» What this task involves
Below are the records to retype. Keep every character exactly and leave out the pictures.

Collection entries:
== Segment start ==

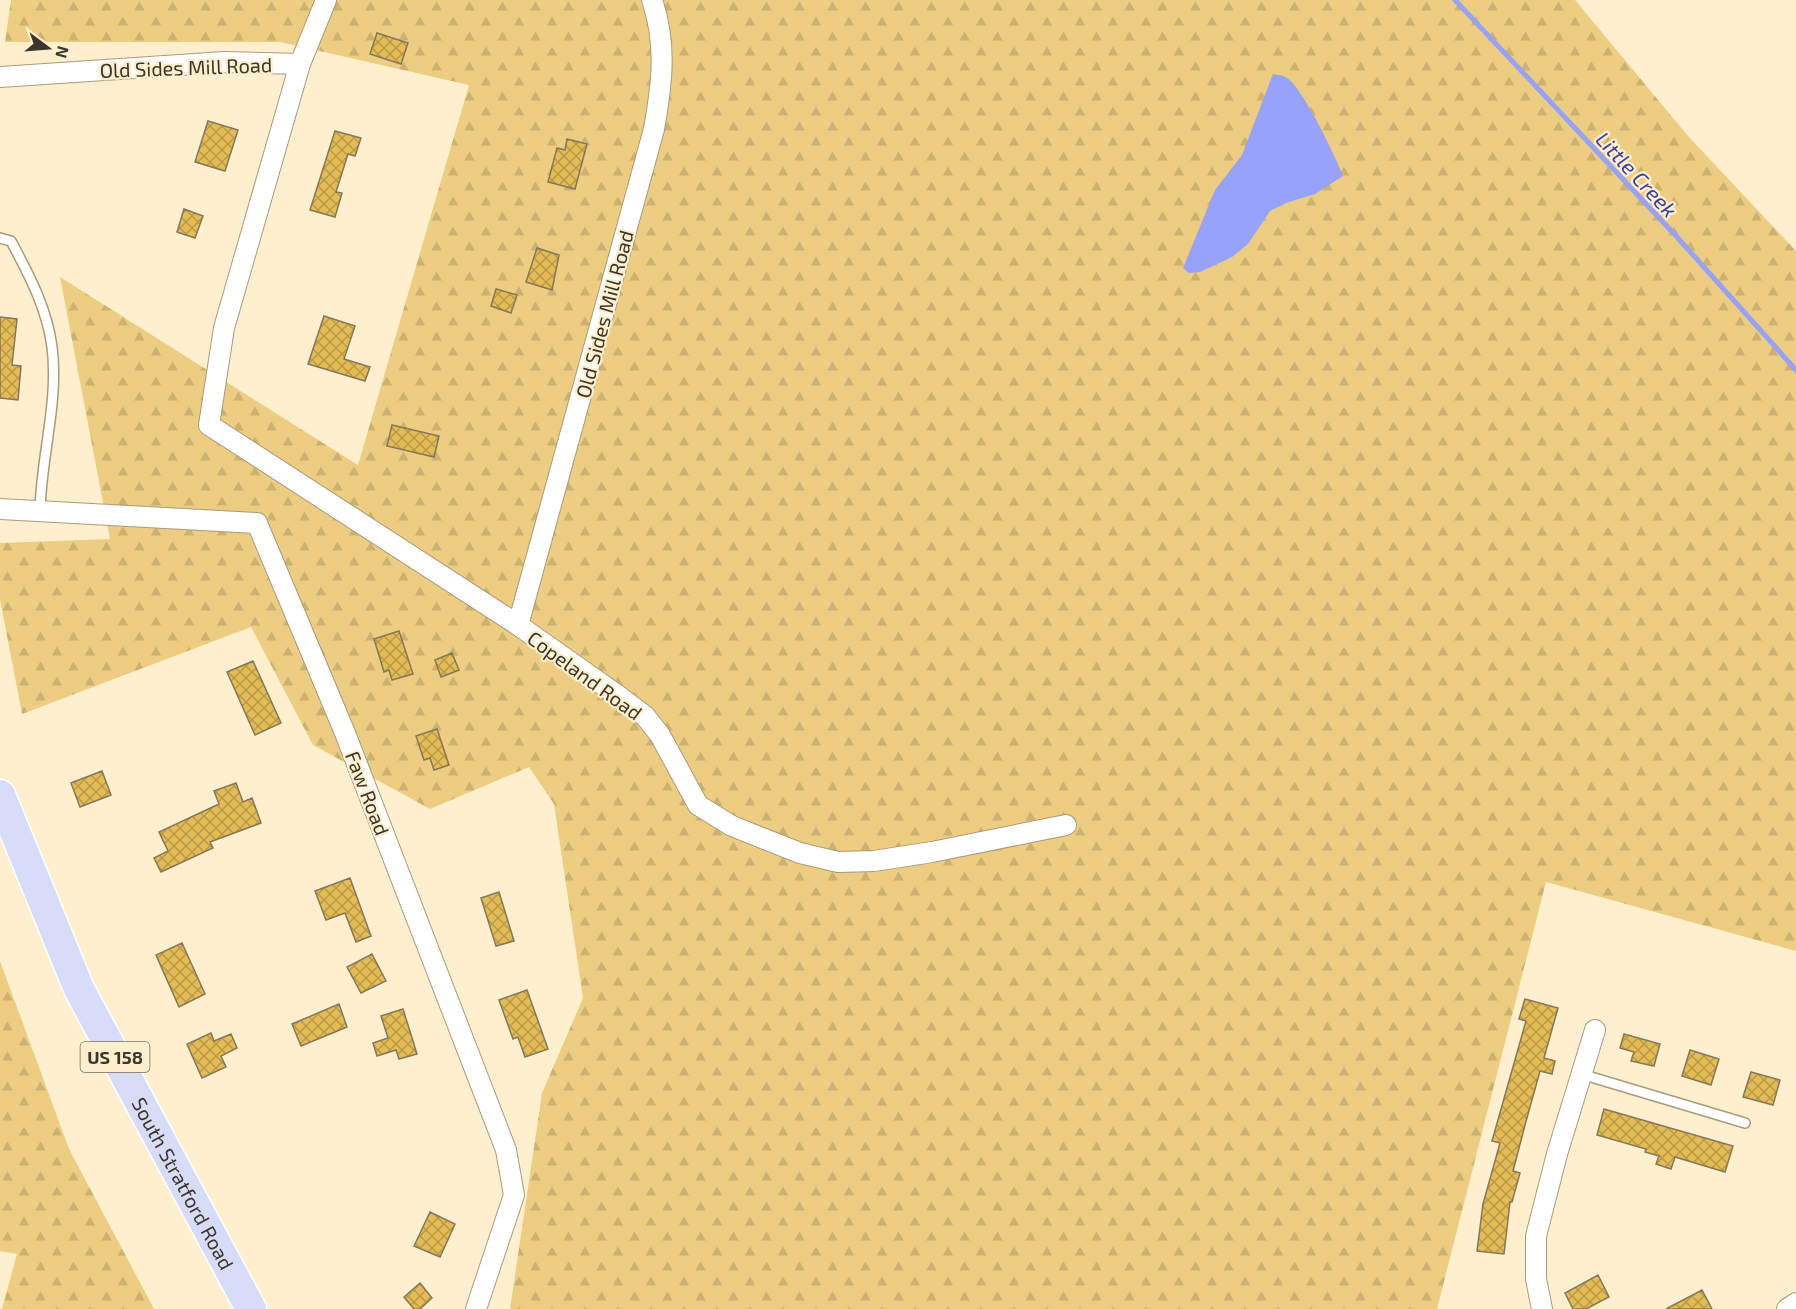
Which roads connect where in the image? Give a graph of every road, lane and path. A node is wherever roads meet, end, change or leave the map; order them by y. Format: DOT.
graph roads {
  1 [pos="326,0"];
  2 [pos="652,0"];
  3 [pos="300,64"];
  4 [pos="0,77"];
  5 [pos="0,238"];
  6 [pos="209,425"];
  7 [pos="0,508"];
  8 [pos="40,511"];
  9 [pos="518,625"];
  10 [pos="0,795"];
  11 [pos="1066,825"];
  12 [pos="1595,1030"];
  13 [pos="1581,1074"];
  14 [pos="1745,1123"];
  15 [pos="1796,1303"];
  16 [pos="251,1309"];
  17 [pos="476,1309"];
  18 [pos="1542,1309"];
  19 [pos="1787,1309"];
  1 -- 3 [label="street, Old Sides Mill Road"];
  2 -- 9 [label="street, Old Sides Mill Road"];
  3 -- 4 [label="street, Old Sides Mill Road"];
  3 -- 6 [label="street, Old Sides Mill Road"];
  5 -- 8 [label="lane"];
  6 -- 9 [label="street, Copeland Road"];
  7 -- 8 [label="street, Faw Road"];
  8 -- 17 [label="street, Faw Road"];
  9 -- 11 [label="street, Copeland Road"];
  10 -- 16 [label="main road, South Stratford Road / US 158"];
  12 -- 13 [label="street"];
  13 -- 14 [label="lane"];
  13 -- 18 [label="street"];
  15 -- 19 [label="street"];
}
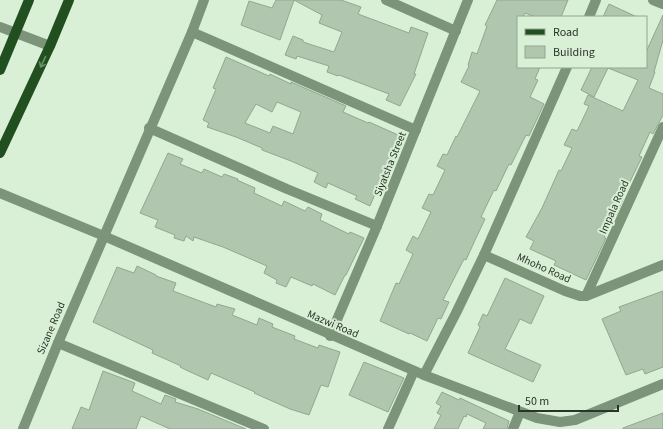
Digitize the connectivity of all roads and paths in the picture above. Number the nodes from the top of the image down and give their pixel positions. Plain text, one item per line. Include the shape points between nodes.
1 (29, 0) edge
2 (69, 0) edge
3 (204, 0) edge
4 (386, 0) edge
5 (468, 0) edge
6 (596, 0) edge
7 (653, 0) edge
8 (663, 4) edge
9 (589, 16) edge
10 (0, 27) edge
11 (456, 31) junction
12 (15, 32) junction
13 (192, 32) junction
14 (50, 46) junction
15 (567, 68) edge
16 (0, 70) edge
17 (663, 127) edge
18 (150, 128) junction
19 (416, 130) junction
20 (0, 153) edge
21 (0, 193) edge
22 (377, 226) junction
23 (104, 236) junction
24 (484, 255) junction
25 (663, 265) edge
26 (586, 296) junction
27 (330, 336) junction
28 (58, 343) junction
29 (414, 370) junction
30 (424, 376) junction
31 (663, 384) edge
32 (520, 412) junction
33 (23, 429) edge
34 (264, 429) edge
35 (388, 429) edge
36 (513, 429) edge

1 - 12 main road
2 - 14 main road
3 - 13 street, Sizane Road
4 - 11 street
5 - 11 street, Siyatsha Street
6 - 9 street
7 - 8 street
10 - 12 street
11 - 19 street, Siyatsha Street
12 - 14 street
12 - 16 main road
13 - 18 street, Sizane Road
13 - 19 street
14 -> 20 main road
15 - 24 street
17 - 26 street, Impala Road
18 - 22 street
18 - 23 street, Sizane Road
19 - 22 street, Siyatsha Street
21 - 23 street, Mazwi Road
22 - 27 street, Siyatsha Street
23 - 27 street, Mazwi Road
23 - 28 street, Sizane Road
24 - 26 street, Mhoho Road via 565,292
24 - 30 street
25 - 26 street
27 - 29 street, Mazwi Road
28 - 33 street, Sizane Road
28 - 34 street
29 - 30 street, Mazwi Road
29 - 35 street
30 - 32 street, Mazwi Road
31 - 32 street, Mazwi Road via 575,420 547,421
32 - 36 street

== Segment end ==

» Task result
Which roads connect where in the image? Give a graph of every road, lane and path. A node is wherever roads meet, end, change or leave the map; order them by y. Format: DOT.
graph roads {
  1 [pos="326,0"];
  2 [pos="652,0"];
  3 [pos="300,64"];
  4 [pos="0,77"];
  5 [pos="0,238"];
  6 [pos="209,425"];
  7 [pos="0,508"];
  8 [pos="40,511"];
  9 [pos="518,625"];
  10 [pos="0,795"];
  11 [pos="1066,825"];
  12 [pos="1595,1030"];
  13 [pos="1581,1074"];
  14 [pos="1745,1123"];
  15 [pos="1796,1303"];
  16 [pos="251,1309"];
  17 [pos="476,1309"];
  18 [pos="1542,1309"];
  19 [pos="1787,1309"];
  1 -- 3 [label="street, Old Sides Mill Road"];
  2 -- 9 [label="street, Old Sides Mill Road"];
  3 -- 4 [label="street, Old Sides Mill Road"];
  3 -- 6 [label="street, Old Sides Mill Road"];
  5 -- 8 [label="lane"];
  6 -- 9 [label="street, Copeland Road"];
  7 -- 8 [label="street, Faw Road"];
  8 -- 17 [label="street, Faw Road"];
  9 -- 11 [label="street, Copeland Road"];
  10 -- 16 [label="main road, South Stratford Road / US 158"];
  12 -- 13 [label="street"];
  13 -- 14 [label="lane"];
  13 -- 18 [label="street"];
  15 -- 19 [label="street"];
}
Digitize the connectivity of all roads and paths in the picture above. Number the nodes from the top of the image down and give their pixel positions. Plain text, one item per line. Include the shape points between nodes.
1 (29, 0) edge
2 (69, 0) edge
3 (204, 0) edge
4 (386, 0) edge
5 (468, 0) edge
6 (596, 0) edge
7 (653, 0) edge
8 (663, 4) edge
9 (589, 16) edge
10 (0, 27) edge
11 (456, 31) junction
12 (15, 32) junction
13 (192, 32) junction
14 (50, 46) junction
15 (567, 68) edge
16 (0, 70) edge
17 (663, 127) edge
18 (150, 128) junction
19 (416, 130) junction
20 (0, 153) edge
21 (0, 193) edge
22 (377, 226) junction
23 (104, 236) junction
24 (484, 255) junction
25 (663, 265) edge
26 (586, 296) junction
27 (330, 336) junction
28 (58, 343) junction
29 (414, 370) junction
30 (424, 376) junction
31 (663, 384) edge
32 (520, 412) junction
33 (23, 429) edge
34 (264, 429) edge
35 (388, 429) edge
36 (513, 429) edge

1 - 12 main road
2 - 14 main road
3 - 13 street, Sizane Road
4 - 11 street
5 - 11 street, Siyatsha Street
6 - 9 street
7 - 8 street
10 - 12 street
11 - 19 street, Siyatsha Street
12 - 14 street
12 - 16 main road
13 - 18 street, Sizane Road
13 - 19 street
14 -> 20 main road
15 - 24 street
17 - 26 street, Impala Road
18 - 22 street
18 - 23 street, Sizane Road
19 - 22 street, Siyatsha Street
21 - 23 street, Mazwi Road
22 - 27 street, Siyatsha Street
23 - 27 street, Mazwi Road
23 - 28 street, Sizane Road
24 - 26 street, Mhoho Road via 565,292
24 - 30 street
25 - 26 street
27 - 29 street, Mazwi Road
28 - 33 street, Sizane Road
28 - 34 street
29 - 30 street, Mazwi Road
29 - 35 street
30 - 32 street, Mazwi Road
31 - 32 street, Mazwi Road via 575,420 547,421
32 - 36 street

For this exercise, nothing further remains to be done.